======== Dataset records

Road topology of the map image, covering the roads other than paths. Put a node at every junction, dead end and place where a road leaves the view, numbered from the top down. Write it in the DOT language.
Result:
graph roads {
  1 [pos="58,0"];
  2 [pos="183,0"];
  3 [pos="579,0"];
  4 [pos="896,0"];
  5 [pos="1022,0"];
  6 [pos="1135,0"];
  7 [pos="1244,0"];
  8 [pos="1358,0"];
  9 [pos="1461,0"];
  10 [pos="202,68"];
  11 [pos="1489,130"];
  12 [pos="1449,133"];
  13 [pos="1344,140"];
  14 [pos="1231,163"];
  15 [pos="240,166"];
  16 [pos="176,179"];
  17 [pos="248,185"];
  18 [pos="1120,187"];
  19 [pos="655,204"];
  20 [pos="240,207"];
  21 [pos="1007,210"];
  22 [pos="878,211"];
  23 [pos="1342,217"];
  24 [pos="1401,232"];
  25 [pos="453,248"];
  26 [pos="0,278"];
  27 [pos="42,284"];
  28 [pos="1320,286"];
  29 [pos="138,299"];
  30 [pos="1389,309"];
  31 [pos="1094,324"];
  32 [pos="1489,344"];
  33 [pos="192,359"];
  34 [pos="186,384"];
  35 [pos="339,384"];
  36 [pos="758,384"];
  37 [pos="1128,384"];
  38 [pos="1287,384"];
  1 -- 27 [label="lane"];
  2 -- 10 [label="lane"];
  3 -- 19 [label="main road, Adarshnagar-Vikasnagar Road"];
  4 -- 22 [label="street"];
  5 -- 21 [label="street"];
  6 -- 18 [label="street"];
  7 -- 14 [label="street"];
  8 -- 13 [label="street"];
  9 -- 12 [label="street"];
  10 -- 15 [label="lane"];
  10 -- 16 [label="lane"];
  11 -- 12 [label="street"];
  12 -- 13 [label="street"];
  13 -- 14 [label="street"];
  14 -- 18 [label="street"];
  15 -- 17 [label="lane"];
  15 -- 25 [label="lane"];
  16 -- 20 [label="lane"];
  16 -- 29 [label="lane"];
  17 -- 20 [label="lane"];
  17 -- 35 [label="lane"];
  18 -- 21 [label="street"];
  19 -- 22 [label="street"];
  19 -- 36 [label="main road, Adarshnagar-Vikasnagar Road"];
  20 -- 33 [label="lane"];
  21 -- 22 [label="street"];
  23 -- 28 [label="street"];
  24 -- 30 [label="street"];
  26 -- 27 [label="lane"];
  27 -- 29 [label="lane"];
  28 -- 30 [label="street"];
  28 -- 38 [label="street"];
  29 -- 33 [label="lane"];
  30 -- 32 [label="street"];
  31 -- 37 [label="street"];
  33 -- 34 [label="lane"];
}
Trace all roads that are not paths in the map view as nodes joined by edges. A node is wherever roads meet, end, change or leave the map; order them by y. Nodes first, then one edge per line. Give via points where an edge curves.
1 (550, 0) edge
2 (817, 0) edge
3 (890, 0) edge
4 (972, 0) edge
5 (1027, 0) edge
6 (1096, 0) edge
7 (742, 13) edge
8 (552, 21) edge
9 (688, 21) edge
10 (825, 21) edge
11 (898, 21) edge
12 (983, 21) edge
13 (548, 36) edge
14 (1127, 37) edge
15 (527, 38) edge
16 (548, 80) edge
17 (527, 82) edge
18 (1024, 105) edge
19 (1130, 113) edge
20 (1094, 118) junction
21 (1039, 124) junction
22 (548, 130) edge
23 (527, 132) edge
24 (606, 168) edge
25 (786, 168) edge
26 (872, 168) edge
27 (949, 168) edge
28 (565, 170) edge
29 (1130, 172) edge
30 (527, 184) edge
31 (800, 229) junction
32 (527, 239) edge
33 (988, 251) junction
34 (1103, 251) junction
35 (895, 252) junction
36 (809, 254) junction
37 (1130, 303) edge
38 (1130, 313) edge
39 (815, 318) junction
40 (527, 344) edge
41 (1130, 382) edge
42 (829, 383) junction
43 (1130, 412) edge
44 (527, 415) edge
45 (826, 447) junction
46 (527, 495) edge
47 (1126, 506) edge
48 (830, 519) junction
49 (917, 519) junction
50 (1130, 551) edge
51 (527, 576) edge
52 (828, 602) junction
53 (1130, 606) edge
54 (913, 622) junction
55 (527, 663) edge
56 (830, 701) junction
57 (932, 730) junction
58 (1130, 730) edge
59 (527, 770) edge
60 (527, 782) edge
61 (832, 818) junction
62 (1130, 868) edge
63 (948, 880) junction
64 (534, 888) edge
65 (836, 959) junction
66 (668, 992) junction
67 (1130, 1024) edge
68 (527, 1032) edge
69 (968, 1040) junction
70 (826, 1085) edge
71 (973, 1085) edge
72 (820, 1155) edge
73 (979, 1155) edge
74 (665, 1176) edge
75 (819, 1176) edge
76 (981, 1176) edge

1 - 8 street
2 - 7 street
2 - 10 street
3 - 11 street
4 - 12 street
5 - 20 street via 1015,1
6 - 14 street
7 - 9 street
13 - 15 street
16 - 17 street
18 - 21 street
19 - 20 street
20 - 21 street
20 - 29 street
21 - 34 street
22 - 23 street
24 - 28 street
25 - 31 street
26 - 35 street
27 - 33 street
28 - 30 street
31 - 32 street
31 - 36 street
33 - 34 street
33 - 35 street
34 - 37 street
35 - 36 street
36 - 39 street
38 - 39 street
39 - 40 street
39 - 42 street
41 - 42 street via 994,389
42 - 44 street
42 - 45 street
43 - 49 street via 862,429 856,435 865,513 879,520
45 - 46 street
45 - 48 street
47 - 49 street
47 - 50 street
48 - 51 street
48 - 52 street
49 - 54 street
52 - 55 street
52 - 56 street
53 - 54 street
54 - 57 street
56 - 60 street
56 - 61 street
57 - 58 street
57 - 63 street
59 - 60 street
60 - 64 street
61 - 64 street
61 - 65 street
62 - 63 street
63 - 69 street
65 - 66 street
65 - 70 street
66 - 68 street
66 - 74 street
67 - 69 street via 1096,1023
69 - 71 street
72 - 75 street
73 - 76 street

================

» **Your instructions**
Among the lines above, return those that contain the string "Adarshnagar".

» **Reply**
  3 -- 19 [label="main road, Adarshnagar-Vikasnagar Road"];
  19 -- 36 [label="main road, Adarshnagar-Vikasnagar Road"];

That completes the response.